クリスタで開いたファイルは、クリスタ形式(.clip)で保存し、以降はクリスタ上で作業を継続することになります。

クリスタで作業をしたファイルを、レイヤーを維持した形でコミスタで読み込みたい場合は「Photoshop形式(.psd)」で保存する必要がありますが、.psdで保存されたファイルは、レイヤーは維持されていてもトーンやベクターレイヤーはラスタライズされてしまいますので、以降の扱いには注意が必要になります。
また、クリスタで貼り込んだトーンなどはPhotoshop形式互換の「レイヤーマスク」機能が使われていますが、この「.psd互換レイヤーマスク」はコミスタでは対応されていないため、クリスタでトーンを貼り込んだファイルをレイヤー維持の.psd形式に書き出したものをコミスタで読み込んだ場合、コミスタ上ではトーンの貼り込み部分がおかしくなります。

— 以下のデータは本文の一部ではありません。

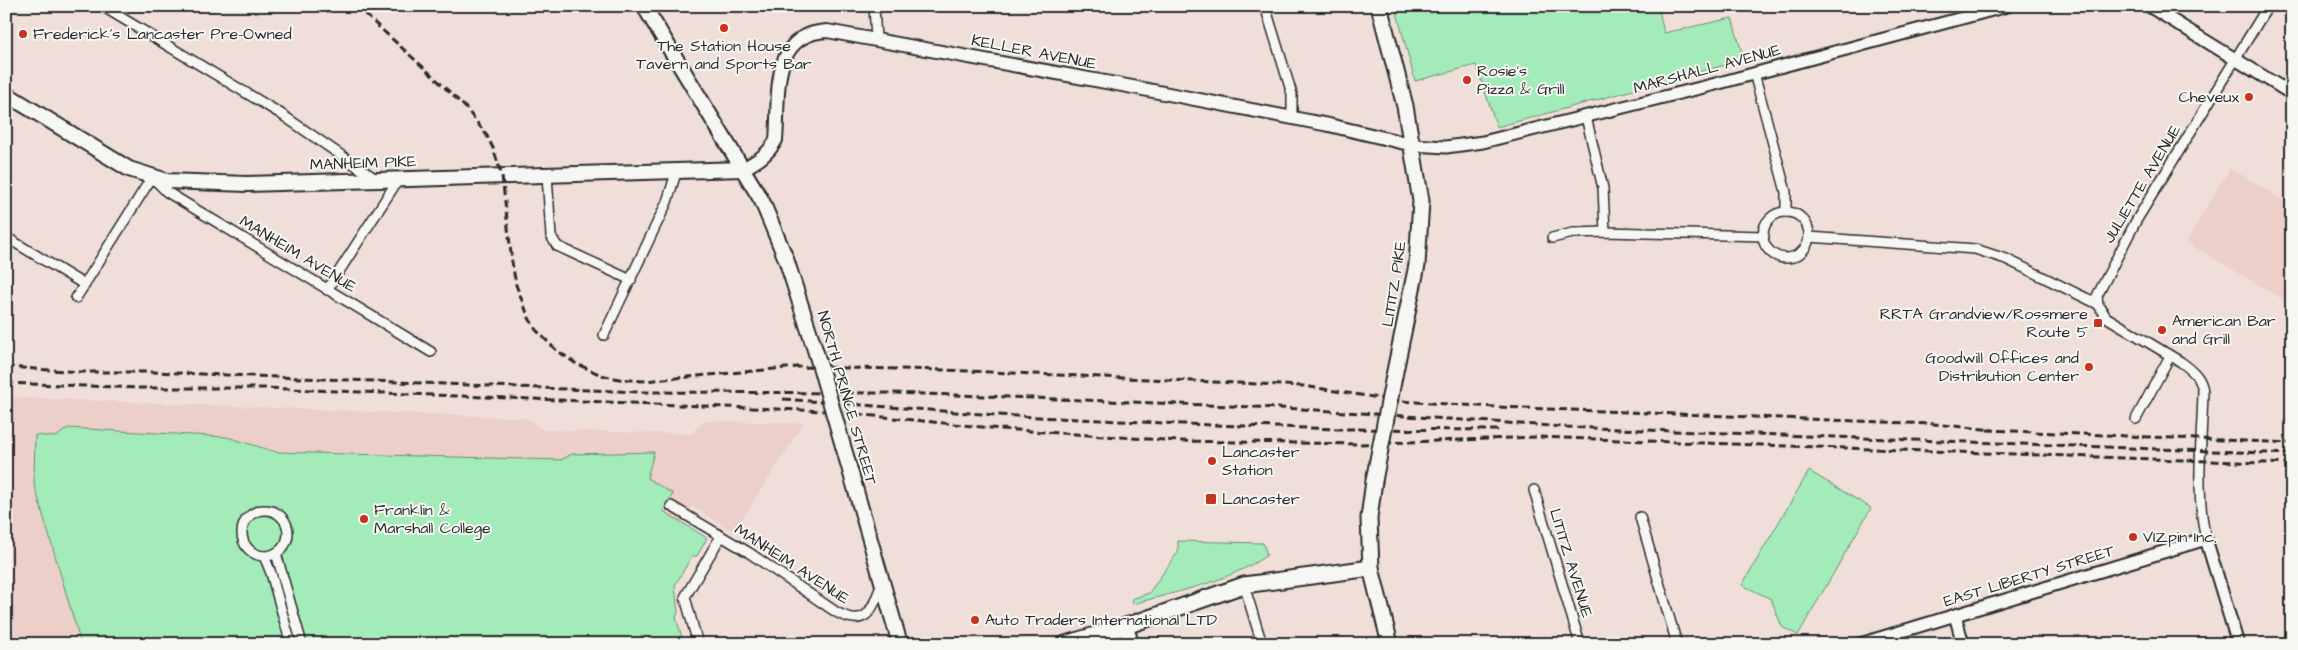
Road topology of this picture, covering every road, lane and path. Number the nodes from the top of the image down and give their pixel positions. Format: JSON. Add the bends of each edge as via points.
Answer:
{"nodes":[{"id":1,"x":102,"y":6,"type":"edge"},
{"id":2,"x":644,"y":6,"type":"edge"},
{"id":3,"x":874,"y":6,"type":"edge"},
{"id":4,"x":1265,"y":6,"type":"edge"},
{"id":5,"x":1379,"y":6,"type":"edge"},
{"id":6,"x":2007,"y":6,"type":"edge"},
{"id":7,"x":2149,"y":6,"type":"edge"},
{"id":8,"x":2268,"y":6,"type":"edge"},
{"id":9,"x":876,"y":39,"type":"junction"},
{"id":10,"x":2236,"y":60,"type":"junction"},
{"id":11,"x":1754,"y":74,"type":"junction"},
{"id":12,"x":6,"y":94,"type":"edge"},
{"id":13,"x":2292,"y":94,"type":"edge"},
{"id":14,"x":1586,"y":117,"type":"junction"},
{"id":15,"x":1292,"y":118,"type":"junction"},
{"id":16,"x":1413,"y":145,"type":"junction"},
{"id":17,"x":743,"y":169,"type":"junction"},
{"id":18,"x":677,"y":170,"type":"junction"},
{"id":19,"x":547,"y":175,"type":"junction"},
{"id":20,"x":152,"y":177,"type":"junction"},
{"id":21,"x":377,"y":180,"type":"junction"},
{"id":22,"x":398,"y":180,"type":"junction"},
{"id":23,"x":1786,"y":212,"type":"junction"},
{"id":24,"x":1605,"y":232,"type":"junction"},
{"id":25,"x":1764,"y":236,"type":"junction"},
{"id":26,"x":6,"y":237,"type":"edge"},
{"id":27,"x":1809,"y":237,"type":"junction"},
{"id":28,"x":1552,"y":238,"type":"dead end"},
{"id":29,"x":631,"y":280,"type":"junction"},
{"id":30,"x":85,"y":285,"type":"junction"},
{"id":31,"x":327,"y":290,"type":"junction"},
{"id":32,"x":76,"y":298,"type":"dead end"},
{"id":33,"x":2098,"y":304,"type":"junction"},
{"id":34,"x":604,"y":335,"type":"dead end"},
{"id":35,"x":431,"y":352,"type":"dead end"},
{"id":36,"x":2170,"y":356,"type":"junction"},
{"id":37,"x":2136,"y":419,"type":"dead end"},
{"id":38,"x":1534,"y":490,"type":"dead end"},
{"id":39,"x":671,"y":506,"type":"dead end"},
{"id":40,"x":1640,"y":518,"type":"dead end"},
{"id":41,"x":721,"y":536,"type":"junction"},
{"id":42,"x":2206,"y":540,"type":"junction"},
{"id":43,"x":276,"y":553,"type":"junction"},
{"id":44,"x":264,"y":556,"type":"junction"},
{"id":45,"x":1371,"y":568,"type":"junction"},
{"id":46,"x":882,"y":583,"type":"junction"},
{"id":47,"x":1244,"y":585,"type":"junction"},
{"id":48,"x":1955,"y":615,"type":"junction"},
{"id":49,"x":1126,"y":626,"type":"junction"},
{"id":50,"x":291,"y":644,"type":"edge"},
{"id":51,"x":302,"y":644,"type":"edge"},
{"id":52,"x":698,"y":644,"type":"edge"},
{"id":53,"x":900,"y":644,"type":"edge"},
{"id":54,"x":1065,"y":644,"type":"edge"},
{"id":55,"x":1131,"y":644,"type":"edge"},
{"id":56,"x":1262,"y":644,"type":"edge"},
{"id":57,"x":1390,"y":644,"type":"edge"},
{"id":58,"x":1580,"y":644,"type":"edge"},
{"id":59,"x":1677,"y":644,"type":"edge"},
{"id":60,"x":1860,"y":644,"type":"edge"},
{"id":61,"x":1963,"y":644,"type":"edge"},
{"id":62,"x":2238,"y":644,"type":"edge"}],
"edges":[{"from":1,"to":21,"type":"street","via":[[282,114]]},
{"from":2,"to":17,"type":"main road","name":"NORTH PRINCE STREET"},
{"from":3,"to":9,"type":"street"},
{"from":4,"to":15,"type":"street","via":[[1292,94]]},
{"from":5,"to":16,"type":"highway","name":"LITITZ PIKE"},
{"from":6,"to":11,"type":"street","name":"MARSHALL AVENUE"},
{"from":7,"to":10,"type":"street"},
{"from":8,"to":10,"type":"street","name":"JULIETTE AVENUE"},
{"from":9,"to":15,"type":"main road","name":"KELLER AVENUE"},
{"from":9,"to":17,"type":"main road","name":"KELLER AVENUE","via":[[827,31],[808,33],[794,42],[781,69],[776,140],[771,150]]},
{"from":10,"to":13,"type":"street"},
{"from":10,"to":33,"type":"street","name":"JULIETTE AVENUE","via":[[2136,221],[2101,284]]},
{"from":11,"to":14,"type":"street","name":"MARSHALL AVENUE"},
{"from":11,"to":23,"type":"street","via":[[1786,192]]},
{"from":12,"to":20,"type":"main road","name":"MANHEIM PIKE","via":[[115,161]]},
{"from":14,"to":16,"type":"street","name":"MARSHALL AVENUE","via":[[1464,146]]},
{"from":14,"to":24,"type":"street","via":[[1603,188]]},
{"from":15,"to":16,"type":"main road","name":"KELLER AVENUE"},
{"from":16,"to":45,"type":"highway","name":"LITITZ PIKE","bridge":true,"via":[[1421,201],[1418,265],[1374,481],[1370,518]]},
{"from":17,"to":18,"type":"main road","name":"MANHEIM PIKE"},
{"from":17,"to":46,"type":"main road","name":"NORTH PRINCE STREET","bridge":true,"via":[[762,201],[786,259],[840,432]]},
{"from":18,"to":19,"type":"main road","name":"MANHEIM PIKE"},
{"from":18,"to":29,"type":"street","via":[[667,202]]},
{"from":19,"to":22,"type":"main road","name":"MANHEIM PIKE"},
{"from":19,"to":29,"type":"street","via":[[551,236],[558,246]]},
{"from":20,"to":21,"type":"main road","name":"MANHEIM PIKE","via":[[180,183],[228,184]]},
{"from":20,"to":30,"type":"street"},
{"from":20,"to":31,"type":"street","name":"MANHEIM AVENUE","via":[[160,188]]},
{"from":21,"to":22,"type":"main road","name":"MANHEIM PIKE"},
{"from":22,"to":31,"type":"street"},
{"from":23,"to":25,"type":"street","via":[[1771,218]]},
{"from":23,"to":27,"type":"street","via":[[1797,215],[1806,223]]},
{"from":24,"to":25,"type":"street"},
{"from":24,"to":28,"type":"street","via":[[1573,233]]},
{"from":25,"to":27,"type":"street","via":[[1770,251],[1786,258],[1800,254]]},
{"from":26,"to":30,"type":"street"},
{"from":27,"to":33,"type":"street","via":[[1975,249],[2006,259]]},
{"from":29,"to":34,"type":"street"},
{"from":30,"to":32,"type":"street"},
{"from":31,"to":35,"type":"street","name":"MANHEIM AVENUE"},
{"from":33,"to":36,"type":"street","via":[[2106,317]]},
{"from":36,"to":37,"type":"street"},
{"from":36,"to":42,"type":"street","via":[[2192,370],[2202,386],[2200,504]]},
{"from":38,"to":58,"type":"street","name":"LITITZ AVENUE"},
{"from":39,"to":41,"type":"street","name":"MANHEIM AVENUE"},
{"from":40,"to":59,"type":"street"},
{"from":41,"to":46,"type":"street","name":"MANHEIM AVENUE","via":[[852,620],[862,618],[872,610]]},
{"from":41,"to":52,"type":"street","via":[[685,597]]},
{"from":42,"to":48,"type":"street","name":"EAST LIBERTY STREET"},
{"from":42,"to":62,"type":"street"},
{"from":43,"to":44,"type":"street"},
{"from":43,"to":44,"type":"street","via":[[286,543],[286,524],[277,513],[257,512],[244,523],[242,534],[250,550]]},
{"from":43,"to":51,"type":"street"},
{"from":44,"to":50,"type":"street"},
{"from":45,"to":47,"type":"highway"},
{"from":45,"to":57,"type":"highway","name":"LITITZ PIKE"},
{"from":46,"to":53,"type":"main road","name":"NORTH PRINCE STREET"},
{"from":47,"to":49,"type":"highway"},
{"from":47,"to":56,"type":"street"},
{"from":48,"to":60,"type":"street","name":"EAST LIBERTY STREET"},
{"from":48,"to":61,"type":"street"},
{"from":49,"to":54,"type":"highway"},
{"from":49,"to":55,"type":"main road"}]}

また「コミスタ→クリスタ」は、ほぼ作業状態がそのまま維持継続できますが、3Dレイヤーなどはクリスタで読み込んだ場合はラスタライズされてしまいますので、3D素材としてはコミスタファイル経由ではクリスタに持ち込むことはできません

なお、iPad版のクリスタでは、コミスタのファイルを読み込むことはできません
コミスタのページファイルは内容が複数の別ファイルに分かれているため、iPadでは複数ファイルをまとめて読み込むことができないためです。
iPadで、クラウド経由でコミスタのページファイルが格納されているフォルダーを開くと、一見開けそうなファイルが入っていますが、これはファイルプレビュー用に自動生成された.jpg画像なので、作業が継続できるようなファイルではありませんのでご注意ください。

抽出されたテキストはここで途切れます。